At the end of their closed-door meeting (of which I could obviously not observe, members only) they all gathered around for something I really didn't expect. One of their newest members, Matthew, had created a stack of stickers for me that I can bring on my journey!! He has a background in working with with decals, labeling, and laser-etching for a company called Blackbird Farm Alberta. In addition to that, they gave me a masonic "Challenge Coin" which must be on your person at all times. One use I've learned is that if a coin is slapped down in front of me by a Freemason brother, and I don't have the coin on me, I owe them a drink. If I do happen to have it on me, the challenger owes me one.

I talked with the guys about my journey, learned about their bikes, and honestly?
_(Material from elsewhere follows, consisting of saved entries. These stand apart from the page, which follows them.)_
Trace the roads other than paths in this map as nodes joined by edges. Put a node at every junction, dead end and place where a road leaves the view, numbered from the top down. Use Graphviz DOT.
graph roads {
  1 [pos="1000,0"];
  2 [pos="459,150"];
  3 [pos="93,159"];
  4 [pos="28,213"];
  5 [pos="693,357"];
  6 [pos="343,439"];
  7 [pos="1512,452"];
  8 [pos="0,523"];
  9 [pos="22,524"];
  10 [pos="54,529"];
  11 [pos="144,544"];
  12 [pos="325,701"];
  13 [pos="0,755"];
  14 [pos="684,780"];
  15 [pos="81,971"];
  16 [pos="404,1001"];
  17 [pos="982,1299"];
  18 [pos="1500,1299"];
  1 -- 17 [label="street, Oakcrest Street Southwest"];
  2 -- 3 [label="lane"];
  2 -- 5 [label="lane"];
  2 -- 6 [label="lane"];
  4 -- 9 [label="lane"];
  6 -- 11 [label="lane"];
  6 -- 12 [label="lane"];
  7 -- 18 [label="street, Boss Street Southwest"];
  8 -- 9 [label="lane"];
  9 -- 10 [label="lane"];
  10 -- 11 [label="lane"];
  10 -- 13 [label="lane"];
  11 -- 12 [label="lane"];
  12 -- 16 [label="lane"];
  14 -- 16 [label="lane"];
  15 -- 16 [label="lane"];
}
It honestly sounds like a really cool club. Being a part of a fraternity like a Masonic order does sound pretty awesome. The brotherhood of it, the comradery, the history behind it all, mixed with bikes? If I lived around here and had more of a knack for staying rooted in one place it'd absolutely be  considering it. The guys were really cool and fun to get to know. 

The stay at this bunk-a-biker, although my first, is going to be hard to top. I was given not just a place to stay, but a home. I was given innate knowledge from locals, learned about the Canadian way of life, and I was given a great start from great people who were SO incredibly hospitable it warmed my heart and gave me that "pay it forward" feeling. I hope to be as welcoming as them one day if I'm settled and hosting travelers myself. 

Tomorrow I leave early for a few big jumps over the next few days as I make my way North up the Alaska Highway. I'll be in and out of service finally leaving the plains behind and digging into the boreal forests of the Canadian Shield. Wildlife will be plentiful, gas will stations sparse, vistas will be numerous and beautiful. Wish me luck!  And to Chuck and Shelley, thank you. You guys were Amaze-balls.